YOUR OBJECTIVE
Read the records below and copy each line that contains "Write".

Collected data
···
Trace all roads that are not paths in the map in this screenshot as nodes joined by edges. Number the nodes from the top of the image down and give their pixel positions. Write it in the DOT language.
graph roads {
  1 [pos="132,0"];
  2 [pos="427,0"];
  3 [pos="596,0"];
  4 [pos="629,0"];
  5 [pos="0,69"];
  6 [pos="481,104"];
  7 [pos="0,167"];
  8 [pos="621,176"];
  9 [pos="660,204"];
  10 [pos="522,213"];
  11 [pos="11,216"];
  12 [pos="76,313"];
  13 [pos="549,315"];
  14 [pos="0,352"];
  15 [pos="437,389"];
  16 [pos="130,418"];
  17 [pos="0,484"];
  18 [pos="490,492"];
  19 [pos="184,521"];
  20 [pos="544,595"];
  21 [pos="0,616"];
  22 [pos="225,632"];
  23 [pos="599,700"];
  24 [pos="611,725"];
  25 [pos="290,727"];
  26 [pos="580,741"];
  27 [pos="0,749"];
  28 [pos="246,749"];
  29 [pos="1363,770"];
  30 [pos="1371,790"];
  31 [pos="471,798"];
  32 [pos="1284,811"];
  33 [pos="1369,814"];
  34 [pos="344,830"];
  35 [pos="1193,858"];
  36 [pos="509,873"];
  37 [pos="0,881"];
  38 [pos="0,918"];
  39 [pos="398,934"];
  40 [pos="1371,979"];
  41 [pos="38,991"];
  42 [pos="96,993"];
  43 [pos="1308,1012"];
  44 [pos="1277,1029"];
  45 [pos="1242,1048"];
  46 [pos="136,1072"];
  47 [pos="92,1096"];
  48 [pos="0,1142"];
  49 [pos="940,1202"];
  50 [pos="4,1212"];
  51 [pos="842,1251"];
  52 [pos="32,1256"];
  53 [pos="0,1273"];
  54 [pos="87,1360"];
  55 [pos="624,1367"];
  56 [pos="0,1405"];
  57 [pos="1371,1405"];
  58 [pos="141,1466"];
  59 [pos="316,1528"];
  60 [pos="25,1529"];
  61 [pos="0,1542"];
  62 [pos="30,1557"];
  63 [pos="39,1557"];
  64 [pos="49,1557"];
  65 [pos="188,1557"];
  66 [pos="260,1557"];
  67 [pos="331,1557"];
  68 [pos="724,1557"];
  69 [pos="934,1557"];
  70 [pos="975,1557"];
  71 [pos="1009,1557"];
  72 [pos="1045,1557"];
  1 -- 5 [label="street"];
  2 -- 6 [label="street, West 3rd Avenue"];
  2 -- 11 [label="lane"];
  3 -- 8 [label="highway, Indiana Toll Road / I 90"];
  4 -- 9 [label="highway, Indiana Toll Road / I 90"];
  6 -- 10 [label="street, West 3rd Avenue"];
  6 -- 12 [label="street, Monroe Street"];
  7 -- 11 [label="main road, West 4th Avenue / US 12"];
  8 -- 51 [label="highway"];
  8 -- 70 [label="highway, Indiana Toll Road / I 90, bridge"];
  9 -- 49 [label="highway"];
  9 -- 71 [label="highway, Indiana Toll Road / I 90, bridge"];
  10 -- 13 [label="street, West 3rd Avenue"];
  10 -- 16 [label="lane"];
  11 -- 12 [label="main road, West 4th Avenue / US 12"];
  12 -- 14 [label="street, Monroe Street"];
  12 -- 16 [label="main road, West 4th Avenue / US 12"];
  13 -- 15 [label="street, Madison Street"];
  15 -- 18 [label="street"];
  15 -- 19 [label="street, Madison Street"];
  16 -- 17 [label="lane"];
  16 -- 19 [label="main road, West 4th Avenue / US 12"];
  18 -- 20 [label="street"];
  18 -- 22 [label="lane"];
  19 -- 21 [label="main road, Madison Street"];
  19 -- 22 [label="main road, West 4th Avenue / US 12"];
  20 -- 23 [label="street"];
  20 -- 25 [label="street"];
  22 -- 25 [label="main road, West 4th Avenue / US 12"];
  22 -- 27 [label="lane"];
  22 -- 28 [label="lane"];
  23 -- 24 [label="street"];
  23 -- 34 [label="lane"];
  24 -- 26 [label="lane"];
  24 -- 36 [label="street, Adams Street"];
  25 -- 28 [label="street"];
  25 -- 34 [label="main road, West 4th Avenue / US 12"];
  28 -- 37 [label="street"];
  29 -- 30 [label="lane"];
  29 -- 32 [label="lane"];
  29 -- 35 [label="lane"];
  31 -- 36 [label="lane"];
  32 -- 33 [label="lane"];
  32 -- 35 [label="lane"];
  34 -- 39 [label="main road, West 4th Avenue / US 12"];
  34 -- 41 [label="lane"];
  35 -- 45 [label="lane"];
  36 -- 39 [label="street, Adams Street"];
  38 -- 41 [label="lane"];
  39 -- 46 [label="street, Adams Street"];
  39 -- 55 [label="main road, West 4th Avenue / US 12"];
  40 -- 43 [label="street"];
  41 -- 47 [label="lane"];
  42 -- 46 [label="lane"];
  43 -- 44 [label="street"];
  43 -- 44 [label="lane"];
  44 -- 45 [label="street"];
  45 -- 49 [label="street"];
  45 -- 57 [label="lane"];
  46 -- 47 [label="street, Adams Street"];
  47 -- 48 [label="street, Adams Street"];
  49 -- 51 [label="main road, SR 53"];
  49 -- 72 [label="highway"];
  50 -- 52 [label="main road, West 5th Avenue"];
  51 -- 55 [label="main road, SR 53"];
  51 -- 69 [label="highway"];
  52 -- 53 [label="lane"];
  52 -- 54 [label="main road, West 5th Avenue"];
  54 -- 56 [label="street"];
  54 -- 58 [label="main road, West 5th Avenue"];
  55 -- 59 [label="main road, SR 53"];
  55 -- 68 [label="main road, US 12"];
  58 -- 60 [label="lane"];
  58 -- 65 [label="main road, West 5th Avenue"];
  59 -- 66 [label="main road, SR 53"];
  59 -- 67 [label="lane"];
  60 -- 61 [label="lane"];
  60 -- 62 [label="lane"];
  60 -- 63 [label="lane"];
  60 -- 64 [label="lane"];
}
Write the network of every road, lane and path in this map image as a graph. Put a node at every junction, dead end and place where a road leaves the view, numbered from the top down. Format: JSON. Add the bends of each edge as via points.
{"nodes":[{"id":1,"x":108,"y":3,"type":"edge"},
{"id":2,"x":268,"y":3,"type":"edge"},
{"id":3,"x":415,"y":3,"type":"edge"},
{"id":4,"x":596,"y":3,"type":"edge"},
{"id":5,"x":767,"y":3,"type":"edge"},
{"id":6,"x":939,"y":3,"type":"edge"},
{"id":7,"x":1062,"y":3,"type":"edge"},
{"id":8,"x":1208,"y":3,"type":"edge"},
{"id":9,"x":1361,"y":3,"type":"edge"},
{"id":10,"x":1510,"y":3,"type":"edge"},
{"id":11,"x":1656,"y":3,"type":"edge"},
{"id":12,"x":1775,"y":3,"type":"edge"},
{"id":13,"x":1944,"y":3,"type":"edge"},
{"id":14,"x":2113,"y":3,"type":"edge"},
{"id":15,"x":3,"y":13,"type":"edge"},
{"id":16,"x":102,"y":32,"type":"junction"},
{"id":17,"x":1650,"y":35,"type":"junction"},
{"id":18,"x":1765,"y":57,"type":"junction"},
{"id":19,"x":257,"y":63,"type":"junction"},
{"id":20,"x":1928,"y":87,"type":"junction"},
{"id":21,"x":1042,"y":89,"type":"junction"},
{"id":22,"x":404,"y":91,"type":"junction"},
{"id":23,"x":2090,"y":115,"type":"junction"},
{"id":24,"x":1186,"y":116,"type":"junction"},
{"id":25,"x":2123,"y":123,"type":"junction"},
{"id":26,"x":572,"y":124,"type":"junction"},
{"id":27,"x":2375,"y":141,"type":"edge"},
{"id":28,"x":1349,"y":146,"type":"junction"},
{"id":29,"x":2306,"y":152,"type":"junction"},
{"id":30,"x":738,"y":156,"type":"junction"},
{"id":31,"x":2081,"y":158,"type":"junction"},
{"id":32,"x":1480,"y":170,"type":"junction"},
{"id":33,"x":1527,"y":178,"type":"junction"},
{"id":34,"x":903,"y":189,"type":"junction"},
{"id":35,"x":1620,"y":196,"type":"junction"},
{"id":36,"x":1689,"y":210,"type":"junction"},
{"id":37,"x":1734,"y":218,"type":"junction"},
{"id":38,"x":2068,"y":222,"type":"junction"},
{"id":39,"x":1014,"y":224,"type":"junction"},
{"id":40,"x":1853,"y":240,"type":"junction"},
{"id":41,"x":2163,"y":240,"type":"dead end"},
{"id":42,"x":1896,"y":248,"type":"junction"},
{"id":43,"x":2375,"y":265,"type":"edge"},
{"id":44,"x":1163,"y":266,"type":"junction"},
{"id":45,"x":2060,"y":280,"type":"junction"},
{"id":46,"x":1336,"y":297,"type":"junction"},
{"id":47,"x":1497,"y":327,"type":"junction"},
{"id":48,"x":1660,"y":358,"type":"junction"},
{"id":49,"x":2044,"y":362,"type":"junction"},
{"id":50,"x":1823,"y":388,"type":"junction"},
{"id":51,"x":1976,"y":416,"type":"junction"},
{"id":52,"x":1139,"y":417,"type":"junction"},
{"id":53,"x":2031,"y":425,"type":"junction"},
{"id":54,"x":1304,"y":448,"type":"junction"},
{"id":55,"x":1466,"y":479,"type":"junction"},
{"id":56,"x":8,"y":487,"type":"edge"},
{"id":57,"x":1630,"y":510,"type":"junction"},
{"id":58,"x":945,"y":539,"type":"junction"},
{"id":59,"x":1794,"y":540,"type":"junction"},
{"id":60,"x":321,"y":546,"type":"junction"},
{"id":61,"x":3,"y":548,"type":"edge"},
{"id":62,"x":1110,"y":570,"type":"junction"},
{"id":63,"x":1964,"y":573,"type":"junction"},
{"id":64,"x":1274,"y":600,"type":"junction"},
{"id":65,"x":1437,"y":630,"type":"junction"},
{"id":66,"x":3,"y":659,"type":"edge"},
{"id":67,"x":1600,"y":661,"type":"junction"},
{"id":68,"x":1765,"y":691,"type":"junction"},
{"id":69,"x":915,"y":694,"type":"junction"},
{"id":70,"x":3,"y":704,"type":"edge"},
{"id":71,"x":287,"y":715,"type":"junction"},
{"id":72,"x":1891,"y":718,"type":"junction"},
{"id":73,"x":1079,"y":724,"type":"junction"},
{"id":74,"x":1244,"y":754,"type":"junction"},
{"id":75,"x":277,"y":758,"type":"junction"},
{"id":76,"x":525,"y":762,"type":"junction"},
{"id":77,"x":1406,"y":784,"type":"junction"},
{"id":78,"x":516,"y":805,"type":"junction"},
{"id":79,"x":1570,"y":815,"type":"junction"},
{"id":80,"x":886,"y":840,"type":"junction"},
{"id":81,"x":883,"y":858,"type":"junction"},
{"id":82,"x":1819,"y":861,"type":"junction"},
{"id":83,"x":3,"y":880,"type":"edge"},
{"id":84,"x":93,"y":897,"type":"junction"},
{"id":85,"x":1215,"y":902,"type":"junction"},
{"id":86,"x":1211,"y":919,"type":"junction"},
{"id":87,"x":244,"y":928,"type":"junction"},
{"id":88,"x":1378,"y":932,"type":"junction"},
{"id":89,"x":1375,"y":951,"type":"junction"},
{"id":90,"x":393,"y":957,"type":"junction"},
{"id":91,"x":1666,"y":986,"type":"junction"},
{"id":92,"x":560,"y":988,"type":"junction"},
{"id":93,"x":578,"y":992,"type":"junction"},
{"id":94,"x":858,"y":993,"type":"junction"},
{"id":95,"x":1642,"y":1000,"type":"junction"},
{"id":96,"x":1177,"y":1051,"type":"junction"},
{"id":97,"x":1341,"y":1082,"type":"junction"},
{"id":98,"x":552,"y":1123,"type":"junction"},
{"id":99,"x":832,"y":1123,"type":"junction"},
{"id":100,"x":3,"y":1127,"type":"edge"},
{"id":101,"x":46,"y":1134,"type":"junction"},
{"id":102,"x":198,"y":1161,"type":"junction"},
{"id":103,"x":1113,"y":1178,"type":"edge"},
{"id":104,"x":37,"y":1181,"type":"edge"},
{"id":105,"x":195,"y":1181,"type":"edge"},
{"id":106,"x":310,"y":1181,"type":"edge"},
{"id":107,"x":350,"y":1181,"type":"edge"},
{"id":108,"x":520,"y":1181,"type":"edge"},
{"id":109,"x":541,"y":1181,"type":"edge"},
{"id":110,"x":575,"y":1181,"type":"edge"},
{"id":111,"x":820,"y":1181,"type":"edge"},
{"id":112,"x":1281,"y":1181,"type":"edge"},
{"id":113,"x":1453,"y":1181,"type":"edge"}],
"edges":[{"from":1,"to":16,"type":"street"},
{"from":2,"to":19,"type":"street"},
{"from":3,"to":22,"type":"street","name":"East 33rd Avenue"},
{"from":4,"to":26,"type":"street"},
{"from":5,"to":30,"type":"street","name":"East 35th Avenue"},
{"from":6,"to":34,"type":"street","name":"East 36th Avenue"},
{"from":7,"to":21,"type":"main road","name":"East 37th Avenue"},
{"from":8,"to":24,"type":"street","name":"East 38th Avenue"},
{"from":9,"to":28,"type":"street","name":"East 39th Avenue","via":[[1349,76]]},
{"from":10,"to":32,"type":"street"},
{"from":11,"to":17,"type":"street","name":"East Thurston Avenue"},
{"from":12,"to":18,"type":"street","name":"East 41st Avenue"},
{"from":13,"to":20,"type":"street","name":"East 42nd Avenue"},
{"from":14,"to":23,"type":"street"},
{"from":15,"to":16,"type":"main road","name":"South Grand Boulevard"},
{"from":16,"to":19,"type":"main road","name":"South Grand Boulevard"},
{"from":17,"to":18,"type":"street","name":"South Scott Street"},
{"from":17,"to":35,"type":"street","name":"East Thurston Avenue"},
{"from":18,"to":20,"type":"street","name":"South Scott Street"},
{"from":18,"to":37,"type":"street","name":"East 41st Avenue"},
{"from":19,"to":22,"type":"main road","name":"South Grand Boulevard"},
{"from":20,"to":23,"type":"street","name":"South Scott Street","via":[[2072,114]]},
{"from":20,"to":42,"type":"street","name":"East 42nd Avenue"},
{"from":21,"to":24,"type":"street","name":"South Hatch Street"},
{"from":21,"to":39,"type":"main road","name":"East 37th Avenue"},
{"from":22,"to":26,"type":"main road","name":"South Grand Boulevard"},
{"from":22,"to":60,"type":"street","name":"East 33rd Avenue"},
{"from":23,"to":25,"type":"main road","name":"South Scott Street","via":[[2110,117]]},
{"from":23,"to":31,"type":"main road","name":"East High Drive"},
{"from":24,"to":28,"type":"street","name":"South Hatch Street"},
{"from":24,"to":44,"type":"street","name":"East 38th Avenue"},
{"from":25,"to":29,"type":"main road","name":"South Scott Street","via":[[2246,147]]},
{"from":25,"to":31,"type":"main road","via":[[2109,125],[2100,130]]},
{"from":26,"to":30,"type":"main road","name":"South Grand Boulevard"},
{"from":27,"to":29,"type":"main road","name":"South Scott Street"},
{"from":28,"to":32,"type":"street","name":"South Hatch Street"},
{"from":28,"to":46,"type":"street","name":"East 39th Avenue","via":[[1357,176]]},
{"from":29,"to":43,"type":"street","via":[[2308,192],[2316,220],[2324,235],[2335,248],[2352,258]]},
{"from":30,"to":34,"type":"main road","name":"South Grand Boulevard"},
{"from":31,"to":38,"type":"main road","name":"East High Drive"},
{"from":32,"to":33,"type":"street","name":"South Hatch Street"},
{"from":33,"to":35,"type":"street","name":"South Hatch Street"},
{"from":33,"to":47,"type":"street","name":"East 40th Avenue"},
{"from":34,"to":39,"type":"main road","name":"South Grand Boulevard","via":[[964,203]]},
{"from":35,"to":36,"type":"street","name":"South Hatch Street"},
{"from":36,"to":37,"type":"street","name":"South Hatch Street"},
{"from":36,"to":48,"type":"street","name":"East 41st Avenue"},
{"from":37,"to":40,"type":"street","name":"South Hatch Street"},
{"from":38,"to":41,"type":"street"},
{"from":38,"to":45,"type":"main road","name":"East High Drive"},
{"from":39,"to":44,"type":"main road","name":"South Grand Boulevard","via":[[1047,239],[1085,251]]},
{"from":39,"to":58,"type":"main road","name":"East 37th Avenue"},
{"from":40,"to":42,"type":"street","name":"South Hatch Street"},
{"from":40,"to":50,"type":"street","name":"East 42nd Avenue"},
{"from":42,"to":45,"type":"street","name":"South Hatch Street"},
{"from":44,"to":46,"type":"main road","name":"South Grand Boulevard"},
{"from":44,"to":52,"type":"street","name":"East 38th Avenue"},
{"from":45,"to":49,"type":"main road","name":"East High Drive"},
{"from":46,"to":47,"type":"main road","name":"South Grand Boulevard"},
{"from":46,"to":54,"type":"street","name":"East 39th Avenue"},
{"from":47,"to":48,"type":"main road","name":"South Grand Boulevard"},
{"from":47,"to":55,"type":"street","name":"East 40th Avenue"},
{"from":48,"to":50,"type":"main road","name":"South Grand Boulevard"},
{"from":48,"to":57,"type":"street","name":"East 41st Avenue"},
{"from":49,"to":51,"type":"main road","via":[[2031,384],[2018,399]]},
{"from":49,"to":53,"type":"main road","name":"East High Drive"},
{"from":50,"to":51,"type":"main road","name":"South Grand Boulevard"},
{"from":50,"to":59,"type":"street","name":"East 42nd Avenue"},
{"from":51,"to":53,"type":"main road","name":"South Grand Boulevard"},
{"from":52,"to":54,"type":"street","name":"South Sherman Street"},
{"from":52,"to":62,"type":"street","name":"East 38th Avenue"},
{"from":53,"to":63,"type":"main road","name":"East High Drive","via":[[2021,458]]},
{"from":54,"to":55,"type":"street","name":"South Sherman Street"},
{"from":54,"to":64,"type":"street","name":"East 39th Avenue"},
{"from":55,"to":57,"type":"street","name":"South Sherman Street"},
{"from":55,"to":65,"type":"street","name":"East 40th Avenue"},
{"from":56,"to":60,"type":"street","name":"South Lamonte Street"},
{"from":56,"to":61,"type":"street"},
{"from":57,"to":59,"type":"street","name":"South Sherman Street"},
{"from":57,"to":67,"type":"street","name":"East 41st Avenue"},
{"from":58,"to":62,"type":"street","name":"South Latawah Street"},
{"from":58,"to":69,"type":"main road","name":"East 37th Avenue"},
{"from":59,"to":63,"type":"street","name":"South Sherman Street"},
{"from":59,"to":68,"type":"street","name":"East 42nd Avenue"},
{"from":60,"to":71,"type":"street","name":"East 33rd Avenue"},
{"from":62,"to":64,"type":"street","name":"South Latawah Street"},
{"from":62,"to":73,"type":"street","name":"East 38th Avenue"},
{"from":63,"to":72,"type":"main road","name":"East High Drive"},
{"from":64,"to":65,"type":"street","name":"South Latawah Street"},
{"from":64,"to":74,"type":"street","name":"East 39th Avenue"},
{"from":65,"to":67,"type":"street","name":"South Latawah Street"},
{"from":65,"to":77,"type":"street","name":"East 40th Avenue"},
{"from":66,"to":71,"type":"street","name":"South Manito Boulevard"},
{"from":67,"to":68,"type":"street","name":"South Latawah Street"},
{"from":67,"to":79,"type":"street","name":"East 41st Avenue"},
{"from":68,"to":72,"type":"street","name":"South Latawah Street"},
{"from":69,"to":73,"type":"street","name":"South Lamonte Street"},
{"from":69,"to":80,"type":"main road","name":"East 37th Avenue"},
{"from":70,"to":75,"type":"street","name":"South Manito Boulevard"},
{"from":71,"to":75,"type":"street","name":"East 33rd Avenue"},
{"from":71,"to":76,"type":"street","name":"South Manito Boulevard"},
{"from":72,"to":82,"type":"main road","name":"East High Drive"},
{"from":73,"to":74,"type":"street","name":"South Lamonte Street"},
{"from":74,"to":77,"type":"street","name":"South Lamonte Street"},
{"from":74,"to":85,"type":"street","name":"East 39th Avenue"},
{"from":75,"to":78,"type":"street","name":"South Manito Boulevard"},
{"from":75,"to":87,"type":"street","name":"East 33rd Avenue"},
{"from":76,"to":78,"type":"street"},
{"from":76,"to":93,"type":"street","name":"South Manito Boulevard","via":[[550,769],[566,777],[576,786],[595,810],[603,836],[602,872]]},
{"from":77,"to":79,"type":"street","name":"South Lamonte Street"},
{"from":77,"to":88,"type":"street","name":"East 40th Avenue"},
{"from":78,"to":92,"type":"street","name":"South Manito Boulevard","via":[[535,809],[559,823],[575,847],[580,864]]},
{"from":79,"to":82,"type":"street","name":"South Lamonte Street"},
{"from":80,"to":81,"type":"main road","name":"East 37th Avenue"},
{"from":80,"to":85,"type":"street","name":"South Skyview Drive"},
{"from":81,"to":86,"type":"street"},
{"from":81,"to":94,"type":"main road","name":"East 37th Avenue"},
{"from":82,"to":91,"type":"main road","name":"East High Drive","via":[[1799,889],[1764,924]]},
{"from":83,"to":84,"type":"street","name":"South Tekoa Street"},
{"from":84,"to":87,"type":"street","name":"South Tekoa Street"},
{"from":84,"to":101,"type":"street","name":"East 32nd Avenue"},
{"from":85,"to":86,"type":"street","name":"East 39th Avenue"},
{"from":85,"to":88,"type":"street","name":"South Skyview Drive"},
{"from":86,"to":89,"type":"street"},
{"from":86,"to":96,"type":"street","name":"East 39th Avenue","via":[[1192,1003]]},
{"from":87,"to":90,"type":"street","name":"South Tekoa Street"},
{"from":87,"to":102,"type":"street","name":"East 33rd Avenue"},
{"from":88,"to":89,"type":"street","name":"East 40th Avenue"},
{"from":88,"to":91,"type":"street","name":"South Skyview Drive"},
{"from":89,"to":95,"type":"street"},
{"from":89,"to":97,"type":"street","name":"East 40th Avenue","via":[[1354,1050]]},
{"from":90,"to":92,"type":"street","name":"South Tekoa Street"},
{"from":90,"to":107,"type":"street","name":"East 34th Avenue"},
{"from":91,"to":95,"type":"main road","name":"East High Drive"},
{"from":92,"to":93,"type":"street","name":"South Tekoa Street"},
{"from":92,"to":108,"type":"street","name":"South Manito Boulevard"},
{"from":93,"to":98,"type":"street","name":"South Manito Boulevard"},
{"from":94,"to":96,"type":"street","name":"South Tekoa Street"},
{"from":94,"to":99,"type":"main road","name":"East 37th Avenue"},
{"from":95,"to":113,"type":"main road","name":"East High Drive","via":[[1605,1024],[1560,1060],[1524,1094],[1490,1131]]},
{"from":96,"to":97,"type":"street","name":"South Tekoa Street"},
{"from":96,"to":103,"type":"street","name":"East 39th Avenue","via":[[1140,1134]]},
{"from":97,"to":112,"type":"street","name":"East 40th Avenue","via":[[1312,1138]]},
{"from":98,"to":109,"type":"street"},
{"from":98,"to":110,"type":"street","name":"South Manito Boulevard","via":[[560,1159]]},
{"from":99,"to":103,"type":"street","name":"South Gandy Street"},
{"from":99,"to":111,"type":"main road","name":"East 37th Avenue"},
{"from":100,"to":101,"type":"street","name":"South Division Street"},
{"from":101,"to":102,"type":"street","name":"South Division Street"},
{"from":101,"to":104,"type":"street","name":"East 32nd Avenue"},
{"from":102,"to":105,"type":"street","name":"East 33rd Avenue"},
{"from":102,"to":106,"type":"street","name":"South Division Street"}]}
···
TASK SOLUTION
Trace all roads that are not paths in the map in this screenshot as nodes joined by edges. Number the nodes from the top of the image down and give their pixel positions. Write it in the DOT language.
Write the network of every road, lane and path in this map image as a graph. Put a node at every junction, dead end and place where a road leaves the view, numbered from the top down. Format: JSON. Add the bends of each edge as via points.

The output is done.